Red Residue CO2 Extraction

Hello all,

     My buddy been having issues with red residue showing up afte CO2 extraction and winterization. To me it looks like water solubles or oxidization of some sort but I can't tell for sure. Hopefully not some sor t of biofilm.

   Background: CO2 extraction, method been running over two years but just recently started to see red color. He is not set up the way he needs to be due to funds so everything is not ideal.

After extraction, he winterizes in Food grade ethanol for 24 hours in a -20 C freezer. Filters off plant fats and waxes with buchner funnel and vacuum assist however this process is way too slow in my opinion and can take an hour or a few hours to filter the entire batch.
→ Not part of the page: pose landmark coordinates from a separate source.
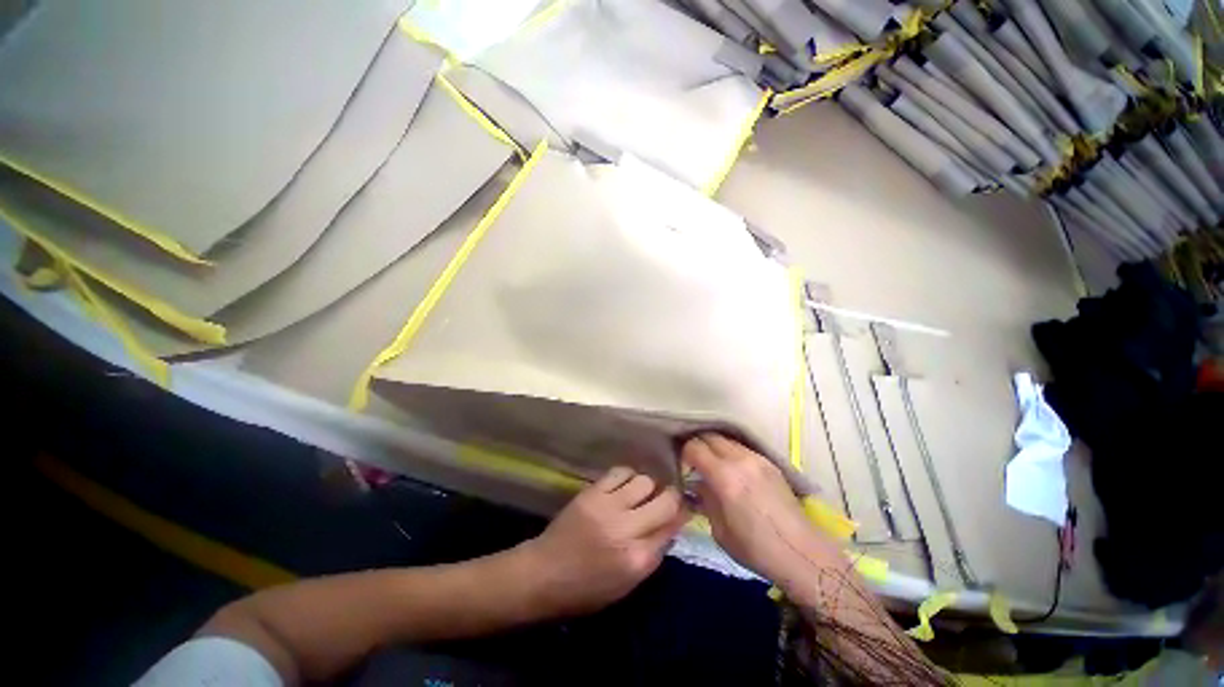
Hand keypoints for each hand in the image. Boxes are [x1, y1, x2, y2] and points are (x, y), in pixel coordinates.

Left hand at [520, 467, 688, 616]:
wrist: (544, 573)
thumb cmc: (586, 589)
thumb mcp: (626, 585)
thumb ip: (653, 555)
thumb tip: (672, 525)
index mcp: (637, 560)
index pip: (673, 528)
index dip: (683, 515)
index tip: (684, 509)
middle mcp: (627, 530)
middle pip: (665, 501)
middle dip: (672, 497)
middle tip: (668, 497)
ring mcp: (608, 507)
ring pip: (645, 481)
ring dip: (650, 485)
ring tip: (643, 492)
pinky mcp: (592, 492)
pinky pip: (621, 472)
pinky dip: (629, 476)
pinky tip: (626, 484)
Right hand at [682, 434, 844, 585]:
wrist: (802, 553)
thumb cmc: (756, 549)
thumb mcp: (720, 531)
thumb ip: (706, 500)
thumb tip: (698, 484)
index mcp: (724, 477)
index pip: (695, 447)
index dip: (684, 453)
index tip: (682, 465)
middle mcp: (740, 460)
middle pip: (710, 436)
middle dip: (698, 444)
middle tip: (693, 460)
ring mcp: (757, 458)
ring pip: (727, 440)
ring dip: (715, 446)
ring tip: (712, 463)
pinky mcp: (770, 463)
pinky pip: (743, 448)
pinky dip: (731, 452)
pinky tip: (732, 468)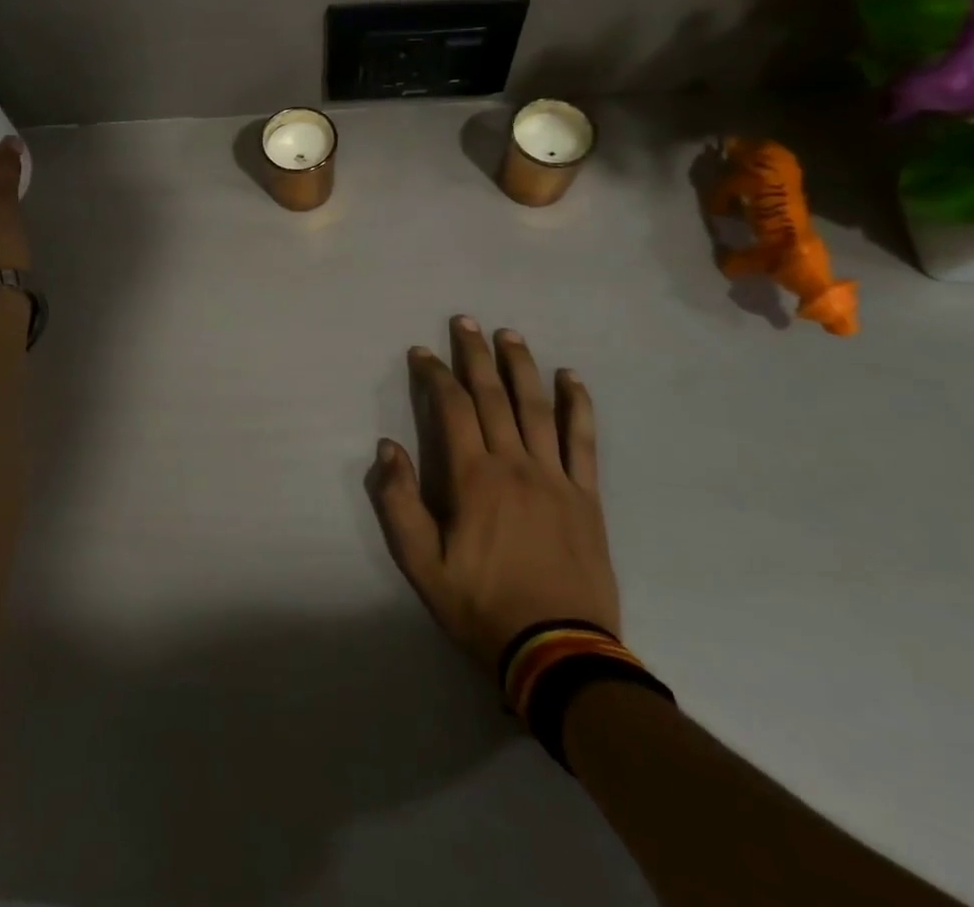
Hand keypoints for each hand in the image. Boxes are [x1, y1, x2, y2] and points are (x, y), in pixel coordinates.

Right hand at [367, 317, 619, 670]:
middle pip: (493, 396)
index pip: (452, 408)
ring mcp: (555, 477)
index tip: (422, 352)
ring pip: (536, 407)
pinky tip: (571, 378)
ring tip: (509, 334)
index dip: (435, 374)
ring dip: (521, 366)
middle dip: (475, 355)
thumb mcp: (421, 563)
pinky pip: (583, 440)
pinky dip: (577, 405)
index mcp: (473, 477)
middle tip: (465, 321)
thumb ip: (399, 502)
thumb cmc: (481, 605)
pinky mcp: (586, 496)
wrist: (558, 652)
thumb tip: (387, 447)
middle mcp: (514, 464)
Red residue is being found in the bottles after winterizing and pouring into the funnel apparatus. I noticed as well during one run in which I found a little bit of red on the funnel itself and several holes clogged with plant waxes telling me, the filter let loose at some point or broke and some waxes etc were being sucked through.

Hes been using the same HDPE bottles for two years only wiping them out with regenerated ethanol before storing, I thought possible a biofilm was building up, not sure if it could survive in ethanol though so I’m leaning towards oxidization or water solubles. Furthermore, this color has been found in extraction of CBD and THC based strains so it does not appear to be colors from strains specifically. Any thoughts would be appreciated. Thanks.

We get the same thing sometimes, were not sure what it is either but it doesn’t show up after every run

We used to get this with strains from a particular grow. One tech thought it was high levels of tannins that got extracted. In my opinion, the red is oxidation from highly reactive compounds that are present in certain strains. Just keep running 24hr winterization/filtration cycles until it does not show up. Never experienced any issues from this so it may be a non-issue.

If you are having trouble with winterization times, try adding more ethanol to thin out the cakes and also filter less material per filter paper and it will go way faster.

I just started working with a CO2 system pulling terps off hemp. We are more so in the R&D stage right now. But we’ve had a few runs recently that left behind a very obvious red color on the extractor vessel walls, looks to be the same shade of red that you’re seeing. And we cannot figure out what the hell it is. Hopefully there will be some answers here!

In my experience that residue seems to be strain specific. Seen it many times using the same exact parameters but not all the time. Have not made any correlations between the appearance of that residue and end product quality yet.

My first thought was potential tannans etc. but we have seen this from several different strains and sometimes in one and not in the next. Leads me to believe that it is oxidization or water soluble impurities. We are going to try to re winterize and re filter. Cheers.

I’ve seen similar color issues from pigment leaching from rubber hoses. Do you use red or pink hoses and solvent?

Had that before with C02 that deep red color. A simple warm carbon scrub and some silica sand cleaned it right up. I have a hochstrom . What I would do was use a 1 micron filter in hochstrom. 600 to 800 ml of silica and 1200 to 1600 ml of ethanol. Blend together until silica is cloudy in ethanol. Then pour into the hochstrom. Mix and pour quickly otherwise the silica settles at the bottom of the beaker and cakes up in the mixing beaker. Once you’ve poured the mixture into hochstrom. Turn on the vac and quickly open vac valve. You should end up with a nice solid flat cake in hochstrom. To avoid making a hole through the silica and getting the red trough the filter without passing through the silica I would get a 20 micron filter and lay it on top of the silica cake. Then pour the crude and wait for filtration. Comes out very clean. (also I used a 20 micron filter to lay on the silica cake so that the crude passes through the filter faster. Otherwise it takes more time for the crude to pass through two 1 micron filter papers)…

Also even after distillation you can clearly see it in the distillate. And nobody wants to see red shit in their distillate. Just saying.

Seen it. Hated it. Eliminated it with silica and vacuum filtration. Will post about it on your thread.